Where does the string "road" occur in the entries below? Copy every line where it does.

- **Available data**
»»
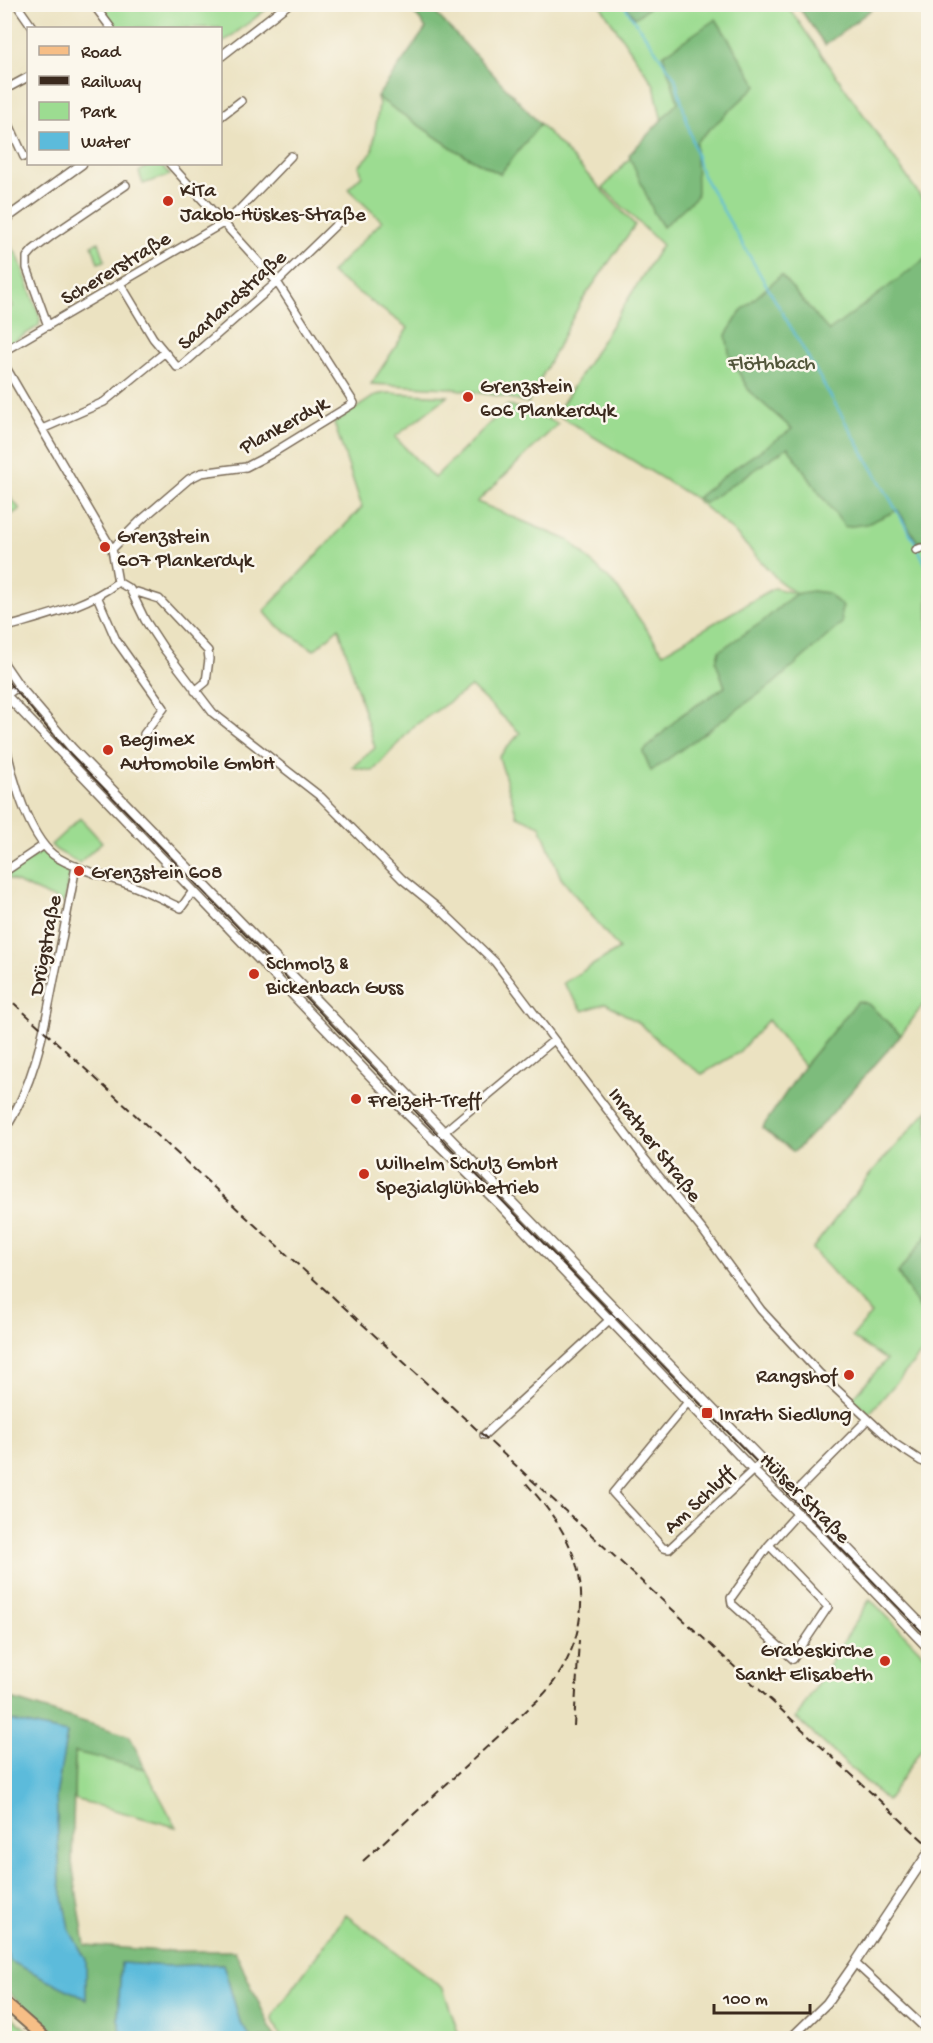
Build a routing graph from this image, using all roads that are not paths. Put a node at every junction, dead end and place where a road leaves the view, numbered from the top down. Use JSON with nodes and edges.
{"nodes":[{"id":1,"x":93,"y":4,"type":"edge"},
{"id":2,"x":288,"y":4,"type":"edge"},
{"id":3,"x":19,"y":8,"type":"dead end"},
{"id":4,"x":32,"y":27,"type":"edge"},
{"id":5,"x":109,"y":27,"type":"edge"},
{"id":6,"x":222,"y":55,"type":"edge"},
{"id":7,"x":27,"y":78,"type":"edge"},
{"id":8,"x":5,"y":90,"type":"edge"},
{"id":9,"x":241,"y":101,"type":"dead end"},
{"id":10,"x":4,"y":113,"type":"edge"},
{"id":11,"x":222,"y":115,"type":"edge"},
{"id":12,"x":291,"y":156,"type":"dead end"},
{"id":13,"x":24,"y":157,"type":"dead end"},
{"id":14,"x":81,"y":165,"type":"edge"},
{"id":15,"x":171,"y":165,"type":"edge"},
{"id":16,"x":126,"y":184,"type":"dead end"},
{"id":17,"x":346,"y":215,"type":"dead end"},
{"id":18,"x":4,"y":220,"type":"edge"},
{"id":19,"x":223,"y":223,"type":"junction"},
{"id":20,"x":277,"y":282,"type":"junction"},
{"id":21,"x":120,"y":283,"type":"junction"},
{"id":22,"x":48,"y":326,"type":"junction"},
{"id":23,"x":4,"y":351,"type":"edge"},
{"id":24,"x":164,"y":353,"type":"junction"},
{"id":25,"x":4,"y":364,"type":"edge"},
{"id":26,"x":42,"y":429,"type":"junction"},
{"id":27,"x":112,"y":549,"type":"junction"},
{"id":28,"x":118,"y":582,"type":"junction"},
{"id":29,"x":134,"y":591,"type":"junction"},
{"id":30,"x":97,"y":596,"type":"junction"},
{"id":31,"x":4,"y":628,"type":"edge"},
{"id":32,"x":4,"y":664,"type":"edge"},
{"id":33,"x":20,"y":686,"type":"junction"},
{"id":34,"x":195,"y":691,"type":"junction"},
{"id":35,"x":5,"y":695,"type":"edge"},
{"id":36,"x":144,"y":734,"type":"dead end"},
{"id":37,"x":4,"y":735,"type":"edge"},
{"id":38,"x":44,"y":845,"type":"junction"},
{"id":39,"x":76,"y":866,"type":"junction"},
{"id":40,"x":4,"y":872,"type":"edge"},
{"id":41,"x":193,"y":891,"type":"junction"},
{"id":42,"x":554,"y":1040,"type":"junction"},
{"id":43,"x":4,"y":1131,"type":"edge"},
{"id":44,"x":444,"y":1131,"type":"junction"},
{"id":45,"x":433,"y":1141,"type":"junction"},
{"id":46,"x":620,"y":1311,"type":"junction"},
{"id":47,"x":609,"y":1320,"type":"junction"},
{"id":48,"x":688,"y":1402,"type":"junction"},
{"id":49,"x":868,"y":1419,"type":"junction"},
{"id":50,"x":484,"y":1435,"type":"dead end"},
{"id":51,"x":764,"y":1460,"type":"junction"},
{"id":52,"x":928,"y":1464,"type":"edge"},
{"id":53,"x":753,"y":1470,"type":"junction"},
{"id":54,"x":795,"y":1493,"type":"junction"},
{"id":55,"x":798,"y":1513,"type":"junction"},
{"id":56,"x":769,"y":1545,"type":"junction"},
{"id":57,"x":928,"y":1631,"type":"edge"},
{"id":58,"x":928,"y":1648,"type":"edge"},
{"id":59,"x":928,"y":1853,"type":"edge"},
{"id":60,"x":855,"y":1963,"type":"junction"},
{"id":61,"x":4,"y":2002,"type":"edge"},
{"id":62,"x":928,"y":2031,"type":"edge"},
{"id":63,"x":45,"y":2038,"type":"edge"},
{"id":64,"x":791,"y":2038,"type":"edge"}],
"edges":[{"from":1,"to":5,"type":"street"},
{"from":2,"to":6,"type":"street"},
{"from":3,"to":4,"type":"street"},
{"from":7,"to":8,"type":"street"},
{"from":9,"to":11,"type":"street"},
{"from":10,"to":13,"type":"street"},
{"from":12,"to":19,"type":"street","name":"Schererstraße"},
{"from":14,"to":18,"type":"street"},
{"from":15,"to":19,"type":"street"},
{"from":16,"to":22,"type":"street"},
{"from":17,"to":20,"type":"street","name":"Saarlandstraße"},
{"from":19,"to":20,"type":"street"},
{"from":19,"to":21,"type":"street","name":"Schererstraße"},
{"from":20,"to":24,"type":"street","name":"Saarlandstraße"},
{"from":20,"to":27,"type":"street","name":"Plankerdyk"},
{"from":21,"to":22,"type":"street","name":"Schererstraße"},
{"from":21,"to":24,"type":"street","name":"Saarlandstraße"},
{"from":22,"to":23,"type":"street","name":"Schererstraße"},
{"from":24,"to":26,"type":"street","name":"Saarlandstraße"},
{"from":25,"to":26,"type":"street"},
{"from":26,"to":27,"type":"street"},
{"from":27,"to":28,"type":"street"},
{"from":28,"to":29,"type":"street"},
{"from":28,"to":30,"type":"street"},
{"from":29,"to":34,"type":"street","name":"Inrather Straße"},
{"from":29,"to":34,"type":"street"},
{"from":30,"to":31,"type":"street"},
{"from":30,"to":36,"type":"street"},
{"from":32,"to":33,"type":"street","name":"Hülser Straße"},
{"from":33,"to":35,"type":"street"},
{"from":33,"to":44,"type":"street","name":"Hülser Straße"},
{"from":34,"to":42,"type":"street","name":"Inrather Straße"},
{"from":35,"to":41,"type":"street","name":"Hülser Straße"},
{"from":37,"to":38,"type":"street"},
{"from":38,"to":39,"type":"street"},
{"from":38,"to":40,"type":"street"},
{"from":39,"to":41,"type":"street"},
{"from":39,"to":43,"type":"street","name":"Drügstraße"},
{"from":41,"to":45,"type":"street","name":"Hülser Straße"},
{"from":42,"to":44,"type":"street"},
{"from":42,"to":49,"type":"street","name":"Inrather Straße"},
{"from":44,"to":45,"type":"street"},
{"from":44,"to":46,"type":"street","name":"Hülser Straße"},
{"from":45,"to":47,"type":"street","name":"Hülser Straße"},
{"from":46,"to":47,"type":"street"},
{"from":46,"to":51,"type":"street","name":"Hülser Straße"},
{"from":47,"to":48,"type":"street","name":"Hülser Straße"},
{"from":47,"to":50,"type":"street"},
{"from":48,"to":53,"type":"street","name":"Hülser Straße"},
{"from":48,"to":53,"type":"street","name":"Am Schluff"},
{"from":49,"to":52,"type":"street","name":"Inrather Straße"},
{"from":49,"to":54,"type":"street","name":"Hülser Straße"},
{"from":51,"to":53,"type":"street","name":"Am Schluff"},
{"from":51,"to":54,"type":"street","name":"Hülser Straße"},
{"from":53,"to":55,"type":"street","name":"Hülser Straße"},
{"from":54,"to":57,"type":"street","name":"Hülser Straße"},
{"from":55,"to":56,"type":"street"},
{"from":55,"to":58,"type":"street","name":"Hülser Straße"},
{"from":56,"to":56,"type":"street"},
{"from":59,"to":60,"type":"street"},
{"from":60,"to":62,"type":"street"},
{"from":60,"to":64,"type":"street"},
{"from":61,"to":63,"type":"main road"}]}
««
- **Answer to the problem**
Build a routing graph from this image, using all roads that are not paths. Put a node at every junction, dead end and place where a road leaves the view, numbered from the top down. Use JSON with nodes and edges.
{"from":61,"to":63,"type":"main road"}]}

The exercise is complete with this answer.